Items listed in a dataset
※ ※ ※
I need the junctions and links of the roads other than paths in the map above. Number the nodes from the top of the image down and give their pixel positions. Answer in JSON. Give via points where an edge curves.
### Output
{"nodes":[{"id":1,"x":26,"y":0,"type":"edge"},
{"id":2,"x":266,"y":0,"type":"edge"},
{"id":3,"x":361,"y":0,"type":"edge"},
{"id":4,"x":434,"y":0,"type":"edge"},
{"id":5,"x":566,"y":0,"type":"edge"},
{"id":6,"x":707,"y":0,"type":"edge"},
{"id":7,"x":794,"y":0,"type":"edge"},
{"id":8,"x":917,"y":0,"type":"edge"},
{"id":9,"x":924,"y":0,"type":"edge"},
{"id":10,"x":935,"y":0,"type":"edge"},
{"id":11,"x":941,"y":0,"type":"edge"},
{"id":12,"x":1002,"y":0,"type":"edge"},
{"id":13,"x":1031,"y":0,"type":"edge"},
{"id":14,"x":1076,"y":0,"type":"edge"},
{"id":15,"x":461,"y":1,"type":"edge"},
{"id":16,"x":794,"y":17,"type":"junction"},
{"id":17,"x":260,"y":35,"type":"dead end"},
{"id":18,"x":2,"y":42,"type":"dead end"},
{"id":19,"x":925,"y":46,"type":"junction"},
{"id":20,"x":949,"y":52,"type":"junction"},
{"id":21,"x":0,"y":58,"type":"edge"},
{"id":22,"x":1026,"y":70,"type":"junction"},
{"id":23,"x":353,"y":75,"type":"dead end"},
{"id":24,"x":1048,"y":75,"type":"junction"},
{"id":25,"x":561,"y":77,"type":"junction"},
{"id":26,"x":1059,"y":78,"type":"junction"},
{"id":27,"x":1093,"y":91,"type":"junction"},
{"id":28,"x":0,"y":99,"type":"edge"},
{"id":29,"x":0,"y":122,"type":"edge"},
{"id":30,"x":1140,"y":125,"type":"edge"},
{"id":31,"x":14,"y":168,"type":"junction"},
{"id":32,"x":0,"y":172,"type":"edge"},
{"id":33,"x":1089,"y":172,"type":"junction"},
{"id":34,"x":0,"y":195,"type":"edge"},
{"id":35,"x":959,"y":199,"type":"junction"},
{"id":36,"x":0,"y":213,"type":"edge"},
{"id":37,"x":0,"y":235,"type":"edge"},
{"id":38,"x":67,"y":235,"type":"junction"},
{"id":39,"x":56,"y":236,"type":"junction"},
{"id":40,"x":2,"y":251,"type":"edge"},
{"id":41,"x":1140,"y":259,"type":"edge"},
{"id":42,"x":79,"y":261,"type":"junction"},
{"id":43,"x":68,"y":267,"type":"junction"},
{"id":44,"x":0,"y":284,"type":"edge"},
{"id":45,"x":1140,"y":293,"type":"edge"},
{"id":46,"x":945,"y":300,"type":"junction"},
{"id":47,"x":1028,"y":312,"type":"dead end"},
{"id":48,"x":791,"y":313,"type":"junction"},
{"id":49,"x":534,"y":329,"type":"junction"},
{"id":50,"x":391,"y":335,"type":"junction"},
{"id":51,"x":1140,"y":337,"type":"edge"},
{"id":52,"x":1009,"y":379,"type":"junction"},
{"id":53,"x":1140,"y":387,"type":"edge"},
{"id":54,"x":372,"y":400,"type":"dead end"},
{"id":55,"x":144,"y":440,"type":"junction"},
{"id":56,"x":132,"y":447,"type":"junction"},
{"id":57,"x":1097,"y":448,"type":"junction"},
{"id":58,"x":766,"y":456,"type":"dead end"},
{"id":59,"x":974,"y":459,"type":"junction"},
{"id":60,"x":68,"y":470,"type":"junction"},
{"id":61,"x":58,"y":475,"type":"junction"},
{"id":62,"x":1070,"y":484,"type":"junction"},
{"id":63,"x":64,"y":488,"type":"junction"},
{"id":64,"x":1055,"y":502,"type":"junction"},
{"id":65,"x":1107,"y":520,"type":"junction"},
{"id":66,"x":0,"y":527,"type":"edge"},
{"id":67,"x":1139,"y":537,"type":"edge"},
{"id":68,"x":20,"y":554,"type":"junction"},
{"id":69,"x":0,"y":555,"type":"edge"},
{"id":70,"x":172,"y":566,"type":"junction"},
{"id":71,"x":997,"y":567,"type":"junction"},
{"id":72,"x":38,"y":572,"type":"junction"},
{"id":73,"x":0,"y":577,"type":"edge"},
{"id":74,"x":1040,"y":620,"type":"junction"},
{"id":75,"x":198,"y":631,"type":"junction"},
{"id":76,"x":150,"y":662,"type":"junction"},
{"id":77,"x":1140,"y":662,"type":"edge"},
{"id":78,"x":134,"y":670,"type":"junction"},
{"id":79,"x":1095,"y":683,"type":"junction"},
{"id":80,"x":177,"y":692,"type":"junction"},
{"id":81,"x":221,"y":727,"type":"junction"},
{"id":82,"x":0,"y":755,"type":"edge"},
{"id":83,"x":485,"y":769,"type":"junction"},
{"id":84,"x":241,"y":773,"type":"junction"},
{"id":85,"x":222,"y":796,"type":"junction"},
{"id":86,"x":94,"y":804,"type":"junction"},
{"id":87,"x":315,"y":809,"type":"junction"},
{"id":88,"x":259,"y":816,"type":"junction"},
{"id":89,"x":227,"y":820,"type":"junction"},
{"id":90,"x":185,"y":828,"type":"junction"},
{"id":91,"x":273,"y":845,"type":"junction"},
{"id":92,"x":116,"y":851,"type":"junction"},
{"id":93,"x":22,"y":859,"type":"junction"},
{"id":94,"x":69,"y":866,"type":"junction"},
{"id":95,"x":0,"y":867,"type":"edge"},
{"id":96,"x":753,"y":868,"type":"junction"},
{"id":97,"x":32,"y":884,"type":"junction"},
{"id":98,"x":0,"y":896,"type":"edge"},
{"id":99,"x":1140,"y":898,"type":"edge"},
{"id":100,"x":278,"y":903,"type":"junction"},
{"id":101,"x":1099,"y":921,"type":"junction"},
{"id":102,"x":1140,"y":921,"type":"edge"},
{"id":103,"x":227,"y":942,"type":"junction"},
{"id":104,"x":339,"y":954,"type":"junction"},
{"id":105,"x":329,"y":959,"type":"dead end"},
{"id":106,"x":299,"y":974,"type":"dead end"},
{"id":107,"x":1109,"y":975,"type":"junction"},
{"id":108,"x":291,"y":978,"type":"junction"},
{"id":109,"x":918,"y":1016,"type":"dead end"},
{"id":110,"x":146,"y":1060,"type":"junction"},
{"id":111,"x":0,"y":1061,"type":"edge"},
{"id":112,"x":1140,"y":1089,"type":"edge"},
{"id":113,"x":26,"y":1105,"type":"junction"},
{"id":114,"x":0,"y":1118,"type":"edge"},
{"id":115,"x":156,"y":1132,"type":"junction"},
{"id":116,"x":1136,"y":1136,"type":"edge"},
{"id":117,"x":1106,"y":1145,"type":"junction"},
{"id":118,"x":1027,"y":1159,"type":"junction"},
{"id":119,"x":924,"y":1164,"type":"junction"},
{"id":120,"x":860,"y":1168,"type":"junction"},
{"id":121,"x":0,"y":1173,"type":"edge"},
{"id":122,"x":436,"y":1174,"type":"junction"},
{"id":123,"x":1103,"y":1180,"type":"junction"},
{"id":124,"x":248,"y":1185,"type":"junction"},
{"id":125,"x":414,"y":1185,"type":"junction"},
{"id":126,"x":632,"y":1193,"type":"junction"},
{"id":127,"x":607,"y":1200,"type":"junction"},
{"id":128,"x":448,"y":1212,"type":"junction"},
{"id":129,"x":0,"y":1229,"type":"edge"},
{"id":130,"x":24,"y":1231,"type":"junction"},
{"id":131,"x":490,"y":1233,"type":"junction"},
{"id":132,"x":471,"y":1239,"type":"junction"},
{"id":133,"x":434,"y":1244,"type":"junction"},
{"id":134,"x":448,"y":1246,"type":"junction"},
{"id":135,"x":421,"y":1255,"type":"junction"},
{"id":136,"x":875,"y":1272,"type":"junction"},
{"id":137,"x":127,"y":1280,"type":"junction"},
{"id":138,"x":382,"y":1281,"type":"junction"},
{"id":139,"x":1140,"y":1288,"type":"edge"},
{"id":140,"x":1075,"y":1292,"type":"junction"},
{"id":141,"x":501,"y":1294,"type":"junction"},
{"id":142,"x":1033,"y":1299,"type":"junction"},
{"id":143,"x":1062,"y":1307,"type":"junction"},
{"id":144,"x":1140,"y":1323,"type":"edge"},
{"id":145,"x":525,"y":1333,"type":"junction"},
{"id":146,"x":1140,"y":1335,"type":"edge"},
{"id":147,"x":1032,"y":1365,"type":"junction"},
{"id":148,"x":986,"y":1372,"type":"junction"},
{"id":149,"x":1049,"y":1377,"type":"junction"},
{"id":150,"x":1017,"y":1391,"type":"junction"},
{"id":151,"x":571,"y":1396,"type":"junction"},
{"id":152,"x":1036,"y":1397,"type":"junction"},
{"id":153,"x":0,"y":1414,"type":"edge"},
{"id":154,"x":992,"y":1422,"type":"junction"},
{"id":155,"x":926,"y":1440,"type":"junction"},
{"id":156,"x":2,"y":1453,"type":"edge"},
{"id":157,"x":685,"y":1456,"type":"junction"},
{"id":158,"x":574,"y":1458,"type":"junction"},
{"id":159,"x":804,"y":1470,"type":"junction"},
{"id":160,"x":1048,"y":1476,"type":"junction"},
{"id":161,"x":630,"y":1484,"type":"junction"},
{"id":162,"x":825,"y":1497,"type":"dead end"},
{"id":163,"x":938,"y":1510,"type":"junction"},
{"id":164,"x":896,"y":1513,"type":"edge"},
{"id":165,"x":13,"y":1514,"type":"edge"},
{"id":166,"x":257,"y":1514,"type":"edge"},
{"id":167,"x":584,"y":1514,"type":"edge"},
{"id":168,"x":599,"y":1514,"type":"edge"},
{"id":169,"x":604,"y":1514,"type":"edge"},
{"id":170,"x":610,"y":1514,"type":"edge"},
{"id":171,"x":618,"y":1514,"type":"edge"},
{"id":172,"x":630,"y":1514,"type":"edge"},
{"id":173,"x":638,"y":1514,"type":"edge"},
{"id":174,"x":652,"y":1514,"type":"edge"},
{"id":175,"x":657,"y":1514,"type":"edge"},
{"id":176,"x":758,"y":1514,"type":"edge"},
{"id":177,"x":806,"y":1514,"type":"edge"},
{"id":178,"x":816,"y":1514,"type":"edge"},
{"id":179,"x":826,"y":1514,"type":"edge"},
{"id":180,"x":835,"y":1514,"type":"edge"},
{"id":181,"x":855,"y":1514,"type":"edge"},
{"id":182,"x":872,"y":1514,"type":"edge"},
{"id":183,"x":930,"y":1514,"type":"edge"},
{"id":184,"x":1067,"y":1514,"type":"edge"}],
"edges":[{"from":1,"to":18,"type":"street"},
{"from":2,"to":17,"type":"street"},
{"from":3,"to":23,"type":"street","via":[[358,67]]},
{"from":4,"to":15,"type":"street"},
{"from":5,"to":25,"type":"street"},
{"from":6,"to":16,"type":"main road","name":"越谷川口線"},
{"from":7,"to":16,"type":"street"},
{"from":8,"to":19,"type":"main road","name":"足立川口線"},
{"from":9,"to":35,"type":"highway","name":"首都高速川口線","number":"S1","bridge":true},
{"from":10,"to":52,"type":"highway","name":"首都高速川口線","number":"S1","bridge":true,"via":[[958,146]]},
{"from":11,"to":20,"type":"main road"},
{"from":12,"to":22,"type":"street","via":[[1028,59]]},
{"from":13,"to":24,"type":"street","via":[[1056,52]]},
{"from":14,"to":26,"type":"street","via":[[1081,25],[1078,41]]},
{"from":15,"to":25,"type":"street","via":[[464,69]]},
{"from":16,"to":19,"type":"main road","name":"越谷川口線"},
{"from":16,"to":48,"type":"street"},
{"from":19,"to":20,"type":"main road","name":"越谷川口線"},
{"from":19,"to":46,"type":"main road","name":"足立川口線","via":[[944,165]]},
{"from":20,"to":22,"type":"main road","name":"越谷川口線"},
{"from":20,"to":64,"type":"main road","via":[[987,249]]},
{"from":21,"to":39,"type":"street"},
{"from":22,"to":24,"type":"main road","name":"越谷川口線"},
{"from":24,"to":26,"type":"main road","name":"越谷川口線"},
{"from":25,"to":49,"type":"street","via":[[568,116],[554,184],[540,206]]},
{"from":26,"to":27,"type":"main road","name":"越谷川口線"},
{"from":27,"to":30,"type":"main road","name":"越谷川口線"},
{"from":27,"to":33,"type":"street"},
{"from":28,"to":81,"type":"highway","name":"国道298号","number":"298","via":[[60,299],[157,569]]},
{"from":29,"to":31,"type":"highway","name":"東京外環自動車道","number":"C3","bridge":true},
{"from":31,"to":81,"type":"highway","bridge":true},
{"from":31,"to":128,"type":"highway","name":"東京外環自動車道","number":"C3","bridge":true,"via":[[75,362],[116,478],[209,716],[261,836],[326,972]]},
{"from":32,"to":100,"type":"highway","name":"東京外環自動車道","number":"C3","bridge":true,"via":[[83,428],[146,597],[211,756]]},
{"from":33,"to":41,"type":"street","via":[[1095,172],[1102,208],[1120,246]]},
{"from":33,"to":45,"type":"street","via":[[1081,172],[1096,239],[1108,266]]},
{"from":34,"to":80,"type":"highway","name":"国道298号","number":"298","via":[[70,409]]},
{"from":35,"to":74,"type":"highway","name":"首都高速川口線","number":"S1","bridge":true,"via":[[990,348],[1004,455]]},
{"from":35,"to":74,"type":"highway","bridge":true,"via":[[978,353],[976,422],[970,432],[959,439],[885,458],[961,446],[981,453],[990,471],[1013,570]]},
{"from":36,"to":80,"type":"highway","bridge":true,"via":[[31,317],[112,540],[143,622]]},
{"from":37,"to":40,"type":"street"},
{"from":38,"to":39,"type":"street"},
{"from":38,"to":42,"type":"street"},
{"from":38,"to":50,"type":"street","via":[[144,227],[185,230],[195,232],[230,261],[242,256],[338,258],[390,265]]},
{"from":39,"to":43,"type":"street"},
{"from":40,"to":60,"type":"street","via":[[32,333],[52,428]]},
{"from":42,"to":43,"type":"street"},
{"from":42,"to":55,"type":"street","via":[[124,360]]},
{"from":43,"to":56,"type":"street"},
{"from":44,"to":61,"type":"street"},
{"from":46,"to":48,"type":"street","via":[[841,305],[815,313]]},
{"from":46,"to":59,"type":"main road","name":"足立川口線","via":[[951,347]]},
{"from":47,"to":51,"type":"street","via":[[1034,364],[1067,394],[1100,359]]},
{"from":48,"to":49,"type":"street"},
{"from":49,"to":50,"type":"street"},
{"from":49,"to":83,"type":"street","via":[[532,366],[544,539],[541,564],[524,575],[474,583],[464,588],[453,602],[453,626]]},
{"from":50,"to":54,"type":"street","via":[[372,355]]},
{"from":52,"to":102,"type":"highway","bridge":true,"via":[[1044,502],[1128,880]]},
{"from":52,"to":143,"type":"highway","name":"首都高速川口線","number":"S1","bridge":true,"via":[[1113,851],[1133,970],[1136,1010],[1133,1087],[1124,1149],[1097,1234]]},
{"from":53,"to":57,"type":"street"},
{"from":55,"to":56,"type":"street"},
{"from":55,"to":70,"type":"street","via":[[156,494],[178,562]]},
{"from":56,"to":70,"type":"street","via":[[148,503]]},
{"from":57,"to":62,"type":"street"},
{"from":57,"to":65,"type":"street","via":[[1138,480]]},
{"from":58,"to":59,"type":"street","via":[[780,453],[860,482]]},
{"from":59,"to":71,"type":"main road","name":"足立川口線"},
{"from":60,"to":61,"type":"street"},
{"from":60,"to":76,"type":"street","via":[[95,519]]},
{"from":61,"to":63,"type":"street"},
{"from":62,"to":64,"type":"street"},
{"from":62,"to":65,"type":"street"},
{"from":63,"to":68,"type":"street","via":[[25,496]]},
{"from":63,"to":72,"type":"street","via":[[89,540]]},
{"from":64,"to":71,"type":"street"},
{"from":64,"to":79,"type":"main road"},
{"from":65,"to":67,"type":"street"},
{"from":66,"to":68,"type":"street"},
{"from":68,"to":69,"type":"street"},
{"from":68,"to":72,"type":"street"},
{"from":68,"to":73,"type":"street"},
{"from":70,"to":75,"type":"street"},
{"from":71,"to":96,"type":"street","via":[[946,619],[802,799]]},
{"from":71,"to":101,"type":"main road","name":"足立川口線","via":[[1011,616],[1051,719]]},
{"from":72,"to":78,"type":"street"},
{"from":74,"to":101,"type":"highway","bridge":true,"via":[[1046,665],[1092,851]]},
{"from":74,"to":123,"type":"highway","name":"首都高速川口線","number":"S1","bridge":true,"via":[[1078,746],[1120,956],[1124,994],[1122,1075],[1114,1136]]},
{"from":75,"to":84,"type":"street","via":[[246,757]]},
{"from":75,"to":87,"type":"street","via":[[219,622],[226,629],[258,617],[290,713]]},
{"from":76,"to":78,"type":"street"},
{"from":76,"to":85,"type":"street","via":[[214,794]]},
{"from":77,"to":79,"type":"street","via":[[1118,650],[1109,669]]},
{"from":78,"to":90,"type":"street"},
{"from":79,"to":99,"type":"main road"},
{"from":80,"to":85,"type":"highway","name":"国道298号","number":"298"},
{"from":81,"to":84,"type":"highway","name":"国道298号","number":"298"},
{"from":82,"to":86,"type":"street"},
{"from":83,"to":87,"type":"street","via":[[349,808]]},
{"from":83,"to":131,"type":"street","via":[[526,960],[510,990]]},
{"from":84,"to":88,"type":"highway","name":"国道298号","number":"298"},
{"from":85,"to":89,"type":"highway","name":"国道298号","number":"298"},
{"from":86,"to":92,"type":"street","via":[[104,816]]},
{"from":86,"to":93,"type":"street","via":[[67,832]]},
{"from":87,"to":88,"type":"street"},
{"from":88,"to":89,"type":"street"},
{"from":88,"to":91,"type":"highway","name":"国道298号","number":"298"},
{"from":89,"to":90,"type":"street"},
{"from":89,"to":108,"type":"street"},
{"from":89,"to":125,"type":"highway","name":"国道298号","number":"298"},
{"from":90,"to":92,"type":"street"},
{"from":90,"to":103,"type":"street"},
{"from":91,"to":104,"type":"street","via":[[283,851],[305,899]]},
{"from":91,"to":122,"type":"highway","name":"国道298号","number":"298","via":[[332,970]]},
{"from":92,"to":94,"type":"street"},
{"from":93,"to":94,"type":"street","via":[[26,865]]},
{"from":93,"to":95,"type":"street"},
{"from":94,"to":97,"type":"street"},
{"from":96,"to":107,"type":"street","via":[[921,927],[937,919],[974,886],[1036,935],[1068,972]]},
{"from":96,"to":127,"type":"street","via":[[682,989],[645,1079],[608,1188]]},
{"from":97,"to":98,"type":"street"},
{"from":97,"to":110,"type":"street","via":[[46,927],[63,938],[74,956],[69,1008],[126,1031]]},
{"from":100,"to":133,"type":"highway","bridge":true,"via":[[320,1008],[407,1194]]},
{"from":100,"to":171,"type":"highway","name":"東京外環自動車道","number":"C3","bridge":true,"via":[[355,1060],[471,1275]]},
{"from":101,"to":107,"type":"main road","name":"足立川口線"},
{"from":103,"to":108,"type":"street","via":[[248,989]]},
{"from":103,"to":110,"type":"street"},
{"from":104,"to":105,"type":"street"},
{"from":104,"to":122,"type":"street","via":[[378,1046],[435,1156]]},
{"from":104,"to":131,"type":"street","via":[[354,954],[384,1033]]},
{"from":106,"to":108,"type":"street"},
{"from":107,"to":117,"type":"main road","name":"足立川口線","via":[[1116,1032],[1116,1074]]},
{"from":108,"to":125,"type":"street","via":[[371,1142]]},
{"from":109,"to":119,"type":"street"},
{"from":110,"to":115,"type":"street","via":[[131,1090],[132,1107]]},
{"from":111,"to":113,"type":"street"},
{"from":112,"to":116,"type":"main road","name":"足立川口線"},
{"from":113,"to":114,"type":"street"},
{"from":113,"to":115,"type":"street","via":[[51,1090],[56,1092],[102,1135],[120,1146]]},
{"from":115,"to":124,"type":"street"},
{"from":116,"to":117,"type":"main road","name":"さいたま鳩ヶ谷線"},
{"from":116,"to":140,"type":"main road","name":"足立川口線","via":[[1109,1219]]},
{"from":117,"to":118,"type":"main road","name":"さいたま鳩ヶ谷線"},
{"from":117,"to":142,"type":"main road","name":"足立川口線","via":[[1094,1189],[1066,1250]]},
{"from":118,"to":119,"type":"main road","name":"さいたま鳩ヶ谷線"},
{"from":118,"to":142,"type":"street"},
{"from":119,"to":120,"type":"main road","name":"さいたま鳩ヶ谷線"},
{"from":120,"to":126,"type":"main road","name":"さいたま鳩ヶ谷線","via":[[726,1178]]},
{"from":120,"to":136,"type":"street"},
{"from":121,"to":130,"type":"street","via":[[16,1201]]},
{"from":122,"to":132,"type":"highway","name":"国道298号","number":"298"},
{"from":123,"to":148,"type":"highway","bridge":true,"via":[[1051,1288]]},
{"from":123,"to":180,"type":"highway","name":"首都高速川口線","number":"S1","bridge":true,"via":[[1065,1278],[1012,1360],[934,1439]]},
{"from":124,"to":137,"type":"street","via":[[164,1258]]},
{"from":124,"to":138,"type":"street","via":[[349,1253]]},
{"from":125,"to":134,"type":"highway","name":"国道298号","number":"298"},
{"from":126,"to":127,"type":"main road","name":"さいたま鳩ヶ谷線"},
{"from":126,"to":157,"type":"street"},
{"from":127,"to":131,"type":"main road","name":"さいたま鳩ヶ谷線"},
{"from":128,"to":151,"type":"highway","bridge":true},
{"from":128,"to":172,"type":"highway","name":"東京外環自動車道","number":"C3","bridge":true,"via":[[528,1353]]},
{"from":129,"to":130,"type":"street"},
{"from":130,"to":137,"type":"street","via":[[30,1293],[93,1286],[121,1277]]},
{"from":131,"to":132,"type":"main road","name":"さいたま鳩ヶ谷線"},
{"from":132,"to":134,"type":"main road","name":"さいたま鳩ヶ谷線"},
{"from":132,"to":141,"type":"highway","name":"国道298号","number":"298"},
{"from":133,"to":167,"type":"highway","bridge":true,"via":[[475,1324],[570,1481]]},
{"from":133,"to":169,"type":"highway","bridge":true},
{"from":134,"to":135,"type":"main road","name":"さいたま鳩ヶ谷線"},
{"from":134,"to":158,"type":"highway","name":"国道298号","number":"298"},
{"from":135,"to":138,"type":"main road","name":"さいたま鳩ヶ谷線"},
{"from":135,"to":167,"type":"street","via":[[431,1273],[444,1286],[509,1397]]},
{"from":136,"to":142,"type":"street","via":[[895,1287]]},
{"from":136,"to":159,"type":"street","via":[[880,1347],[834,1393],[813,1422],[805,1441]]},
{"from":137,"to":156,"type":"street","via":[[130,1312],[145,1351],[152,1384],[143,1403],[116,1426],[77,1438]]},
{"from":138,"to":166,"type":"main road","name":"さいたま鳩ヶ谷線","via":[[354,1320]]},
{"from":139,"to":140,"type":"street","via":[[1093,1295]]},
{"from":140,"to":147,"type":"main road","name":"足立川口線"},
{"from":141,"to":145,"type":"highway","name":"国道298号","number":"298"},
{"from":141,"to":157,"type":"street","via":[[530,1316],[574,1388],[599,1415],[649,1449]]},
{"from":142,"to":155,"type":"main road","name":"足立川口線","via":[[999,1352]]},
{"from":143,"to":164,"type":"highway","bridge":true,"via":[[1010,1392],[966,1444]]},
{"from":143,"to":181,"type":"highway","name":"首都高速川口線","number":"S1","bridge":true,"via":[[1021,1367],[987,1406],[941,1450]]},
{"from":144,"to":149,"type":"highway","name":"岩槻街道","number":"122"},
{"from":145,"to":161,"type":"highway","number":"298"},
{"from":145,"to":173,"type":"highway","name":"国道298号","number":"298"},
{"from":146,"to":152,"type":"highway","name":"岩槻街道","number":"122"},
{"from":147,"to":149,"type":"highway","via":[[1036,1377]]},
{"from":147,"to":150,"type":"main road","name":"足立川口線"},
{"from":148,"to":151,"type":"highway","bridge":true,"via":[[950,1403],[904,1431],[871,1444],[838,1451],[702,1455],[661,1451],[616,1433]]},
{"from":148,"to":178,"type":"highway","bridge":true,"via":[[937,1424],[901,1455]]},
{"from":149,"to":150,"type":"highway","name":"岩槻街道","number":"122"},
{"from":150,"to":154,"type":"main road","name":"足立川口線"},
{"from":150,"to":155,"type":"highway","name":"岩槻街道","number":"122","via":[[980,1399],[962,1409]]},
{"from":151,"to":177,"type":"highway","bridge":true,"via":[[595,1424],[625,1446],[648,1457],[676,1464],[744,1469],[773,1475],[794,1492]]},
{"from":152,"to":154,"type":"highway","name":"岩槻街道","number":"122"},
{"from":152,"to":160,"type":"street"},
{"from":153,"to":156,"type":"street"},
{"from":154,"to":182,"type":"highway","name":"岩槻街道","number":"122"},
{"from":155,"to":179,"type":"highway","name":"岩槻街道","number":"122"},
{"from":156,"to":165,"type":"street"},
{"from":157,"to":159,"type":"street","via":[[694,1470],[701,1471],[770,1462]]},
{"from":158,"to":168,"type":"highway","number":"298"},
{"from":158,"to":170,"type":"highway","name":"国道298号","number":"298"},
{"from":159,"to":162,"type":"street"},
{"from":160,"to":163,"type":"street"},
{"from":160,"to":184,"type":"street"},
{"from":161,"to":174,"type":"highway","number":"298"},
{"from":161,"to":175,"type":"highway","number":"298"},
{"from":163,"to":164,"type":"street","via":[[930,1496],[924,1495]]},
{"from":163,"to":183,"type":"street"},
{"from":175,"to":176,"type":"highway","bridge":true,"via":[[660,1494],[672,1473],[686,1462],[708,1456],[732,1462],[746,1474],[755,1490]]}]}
※ ※ ※
Copy out each line of the entries where the word "nodes" is found.

:: TASK RESPONSE ::
I need the junctions and links of the roads other than paths in the map above. Number the nodes from the top of the image down and give their pixel positions. Answer in JSON. Give via points where an edge curves.
{"nodes":[{"id":1,"x":26,"y":0,"type":"edge"},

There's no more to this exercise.